(Stored data entries)
*** Block opens ***

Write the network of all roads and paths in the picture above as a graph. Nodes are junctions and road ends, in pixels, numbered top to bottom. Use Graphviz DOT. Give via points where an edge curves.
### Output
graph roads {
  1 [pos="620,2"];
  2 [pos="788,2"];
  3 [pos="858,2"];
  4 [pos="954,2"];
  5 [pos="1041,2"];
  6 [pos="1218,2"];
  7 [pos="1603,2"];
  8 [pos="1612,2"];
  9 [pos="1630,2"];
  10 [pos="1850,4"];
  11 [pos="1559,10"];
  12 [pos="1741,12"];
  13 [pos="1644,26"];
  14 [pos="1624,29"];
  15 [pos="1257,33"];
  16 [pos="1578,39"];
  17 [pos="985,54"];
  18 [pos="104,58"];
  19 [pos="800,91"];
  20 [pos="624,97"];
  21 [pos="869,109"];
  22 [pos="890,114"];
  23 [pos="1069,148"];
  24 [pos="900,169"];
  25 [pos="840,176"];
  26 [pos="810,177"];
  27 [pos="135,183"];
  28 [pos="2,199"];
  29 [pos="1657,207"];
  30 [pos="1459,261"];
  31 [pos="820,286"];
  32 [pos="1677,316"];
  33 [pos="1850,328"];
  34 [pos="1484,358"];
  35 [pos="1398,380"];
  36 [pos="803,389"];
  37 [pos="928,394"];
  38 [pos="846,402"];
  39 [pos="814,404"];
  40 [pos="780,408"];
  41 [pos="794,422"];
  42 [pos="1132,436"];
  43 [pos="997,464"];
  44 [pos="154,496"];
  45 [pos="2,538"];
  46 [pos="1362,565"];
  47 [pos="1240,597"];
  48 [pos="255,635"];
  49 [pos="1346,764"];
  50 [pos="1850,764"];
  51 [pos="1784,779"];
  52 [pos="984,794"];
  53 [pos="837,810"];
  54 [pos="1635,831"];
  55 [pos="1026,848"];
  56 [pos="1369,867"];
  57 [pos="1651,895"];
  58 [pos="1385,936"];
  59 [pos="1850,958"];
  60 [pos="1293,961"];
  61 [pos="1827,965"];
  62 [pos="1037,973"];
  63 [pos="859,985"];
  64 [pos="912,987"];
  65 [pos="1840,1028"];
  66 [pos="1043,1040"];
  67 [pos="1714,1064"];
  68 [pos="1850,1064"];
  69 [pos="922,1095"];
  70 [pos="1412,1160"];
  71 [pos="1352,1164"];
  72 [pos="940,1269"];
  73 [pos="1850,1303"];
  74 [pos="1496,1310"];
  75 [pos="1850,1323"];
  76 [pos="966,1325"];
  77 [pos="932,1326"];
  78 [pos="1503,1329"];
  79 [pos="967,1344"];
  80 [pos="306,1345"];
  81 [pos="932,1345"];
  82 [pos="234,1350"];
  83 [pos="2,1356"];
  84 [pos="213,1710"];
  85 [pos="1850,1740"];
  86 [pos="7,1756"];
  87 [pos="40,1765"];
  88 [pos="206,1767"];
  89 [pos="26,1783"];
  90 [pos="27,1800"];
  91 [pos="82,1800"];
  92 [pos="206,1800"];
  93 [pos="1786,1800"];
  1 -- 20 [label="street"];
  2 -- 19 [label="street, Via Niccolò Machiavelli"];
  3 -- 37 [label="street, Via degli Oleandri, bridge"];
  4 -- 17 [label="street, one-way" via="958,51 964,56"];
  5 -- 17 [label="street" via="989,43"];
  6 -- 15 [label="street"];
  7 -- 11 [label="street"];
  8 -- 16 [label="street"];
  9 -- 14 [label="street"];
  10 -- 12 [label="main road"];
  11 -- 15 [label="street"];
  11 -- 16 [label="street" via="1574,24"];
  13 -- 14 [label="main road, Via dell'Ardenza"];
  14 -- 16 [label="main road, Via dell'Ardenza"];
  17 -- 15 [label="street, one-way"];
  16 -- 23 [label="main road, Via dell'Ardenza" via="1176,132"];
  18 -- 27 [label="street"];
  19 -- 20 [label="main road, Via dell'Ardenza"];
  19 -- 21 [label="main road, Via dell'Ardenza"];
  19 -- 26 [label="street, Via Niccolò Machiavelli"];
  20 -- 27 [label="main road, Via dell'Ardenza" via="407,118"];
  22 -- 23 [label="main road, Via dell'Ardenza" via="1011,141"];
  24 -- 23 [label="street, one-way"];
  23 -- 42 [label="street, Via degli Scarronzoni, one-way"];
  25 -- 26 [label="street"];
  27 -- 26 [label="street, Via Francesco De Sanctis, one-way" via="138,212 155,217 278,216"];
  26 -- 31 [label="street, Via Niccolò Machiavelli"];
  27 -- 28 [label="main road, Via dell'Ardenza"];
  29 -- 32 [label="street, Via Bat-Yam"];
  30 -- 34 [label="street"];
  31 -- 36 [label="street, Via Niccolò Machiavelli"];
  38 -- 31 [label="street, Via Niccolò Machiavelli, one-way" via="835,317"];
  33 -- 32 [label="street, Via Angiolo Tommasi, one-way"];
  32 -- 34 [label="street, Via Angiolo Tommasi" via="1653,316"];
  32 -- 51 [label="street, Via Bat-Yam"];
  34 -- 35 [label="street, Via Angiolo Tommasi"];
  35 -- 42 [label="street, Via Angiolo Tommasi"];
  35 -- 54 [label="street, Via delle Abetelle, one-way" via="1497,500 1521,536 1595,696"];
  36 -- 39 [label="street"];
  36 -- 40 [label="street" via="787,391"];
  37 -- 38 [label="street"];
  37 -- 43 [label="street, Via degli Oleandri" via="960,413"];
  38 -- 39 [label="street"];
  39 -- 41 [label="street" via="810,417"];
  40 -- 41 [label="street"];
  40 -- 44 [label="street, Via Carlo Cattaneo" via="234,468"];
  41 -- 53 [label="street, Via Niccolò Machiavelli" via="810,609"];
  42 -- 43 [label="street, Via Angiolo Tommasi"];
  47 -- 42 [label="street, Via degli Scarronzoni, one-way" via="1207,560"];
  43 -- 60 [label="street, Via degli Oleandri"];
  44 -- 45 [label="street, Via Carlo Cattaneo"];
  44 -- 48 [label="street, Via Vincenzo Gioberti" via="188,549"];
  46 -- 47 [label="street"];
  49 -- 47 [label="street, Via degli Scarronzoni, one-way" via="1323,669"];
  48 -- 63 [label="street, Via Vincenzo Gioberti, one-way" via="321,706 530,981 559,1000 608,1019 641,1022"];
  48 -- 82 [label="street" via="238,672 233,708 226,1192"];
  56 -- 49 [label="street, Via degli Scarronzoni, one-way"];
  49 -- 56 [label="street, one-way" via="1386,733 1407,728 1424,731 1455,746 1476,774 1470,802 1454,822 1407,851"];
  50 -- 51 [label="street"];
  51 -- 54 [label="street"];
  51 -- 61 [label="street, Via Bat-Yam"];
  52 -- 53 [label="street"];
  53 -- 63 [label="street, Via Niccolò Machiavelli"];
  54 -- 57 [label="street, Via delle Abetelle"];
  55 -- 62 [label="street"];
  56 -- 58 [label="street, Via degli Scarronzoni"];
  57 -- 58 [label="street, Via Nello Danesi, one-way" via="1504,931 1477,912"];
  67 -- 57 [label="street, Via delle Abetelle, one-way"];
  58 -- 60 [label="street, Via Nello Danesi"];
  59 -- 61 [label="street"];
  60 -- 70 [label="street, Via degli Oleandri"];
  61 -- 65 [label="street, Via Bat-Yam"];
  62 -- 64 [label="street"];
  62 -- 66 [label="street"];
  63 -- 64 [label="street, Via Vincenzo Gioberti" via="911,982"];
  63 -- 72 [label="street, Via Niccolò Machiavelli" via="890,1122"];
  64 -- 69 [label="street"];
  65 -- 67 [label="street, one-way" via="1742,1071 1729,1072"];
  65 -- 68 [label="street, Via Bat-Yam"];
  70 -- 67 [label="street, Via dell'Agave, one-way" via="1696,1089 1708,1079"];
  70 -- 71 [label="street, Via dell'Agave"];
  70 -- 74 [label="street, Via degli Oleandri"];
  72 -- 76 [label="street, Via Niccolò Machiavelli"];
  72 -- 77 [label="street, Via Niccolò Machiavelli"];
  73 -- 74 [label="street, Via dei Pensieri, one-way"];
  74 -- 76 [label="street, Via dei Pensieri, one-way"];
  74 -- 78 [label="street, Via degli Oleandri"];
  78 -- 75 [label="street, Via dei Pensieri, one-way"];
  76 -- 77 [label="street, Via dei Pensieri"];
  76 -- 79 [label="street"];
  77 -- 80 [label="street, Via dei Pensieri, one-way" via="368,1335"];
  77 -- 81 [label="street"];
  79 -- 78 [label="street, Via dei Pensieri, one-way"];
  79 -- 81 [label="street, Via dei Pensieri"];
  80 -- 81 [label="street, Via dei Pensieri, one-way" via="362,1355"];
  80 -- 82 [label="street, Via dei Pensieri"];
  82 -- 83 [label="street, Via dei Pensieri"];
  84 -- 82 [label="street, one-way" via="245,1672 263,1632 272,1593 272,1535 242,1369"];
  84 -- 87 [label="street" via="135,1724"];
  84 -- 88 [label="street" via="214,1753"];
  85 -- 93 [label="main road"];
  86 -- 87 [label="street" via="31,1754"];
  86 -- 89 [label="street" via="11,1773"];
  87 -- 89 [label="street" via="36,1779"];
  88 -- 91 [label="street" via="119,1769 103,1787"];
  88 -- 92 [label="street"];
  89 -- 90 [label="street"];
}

*** Block closes ***
*** Block opens ***

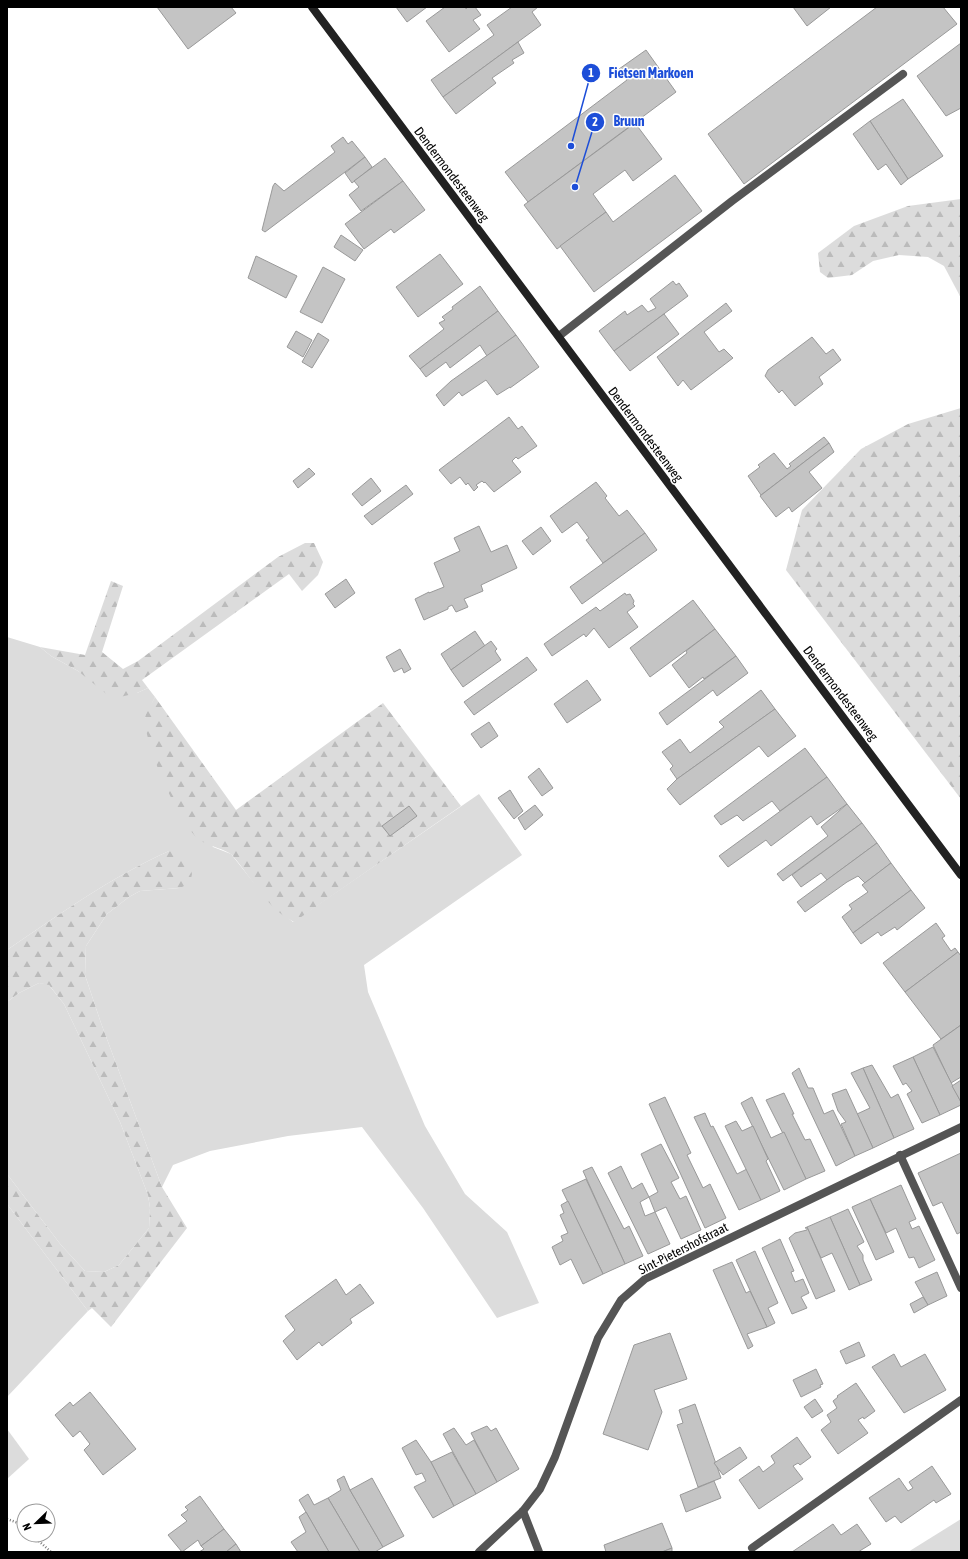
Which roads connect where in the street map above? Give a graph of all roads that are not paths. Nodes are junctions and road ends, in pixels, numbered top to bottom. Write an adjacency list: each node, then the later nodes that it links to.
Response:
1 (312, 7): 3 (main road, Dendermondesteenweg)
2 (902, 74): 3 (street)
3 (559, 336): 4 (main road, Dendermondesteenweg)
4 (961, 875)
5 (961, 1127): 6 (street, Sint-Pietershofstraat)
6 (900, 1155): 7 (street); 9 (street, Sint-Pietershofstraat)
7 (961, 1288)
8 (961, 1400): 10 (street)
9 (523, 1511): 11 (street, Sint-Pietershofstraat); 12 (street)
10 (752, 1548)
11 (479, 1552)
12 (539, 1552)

*** Block closes ***

WHAT IS EXPECTED = Whenever a line above holds the word "pixels", include it in your count, and report nothing but that count.

WRITTEN SOLUTION = 2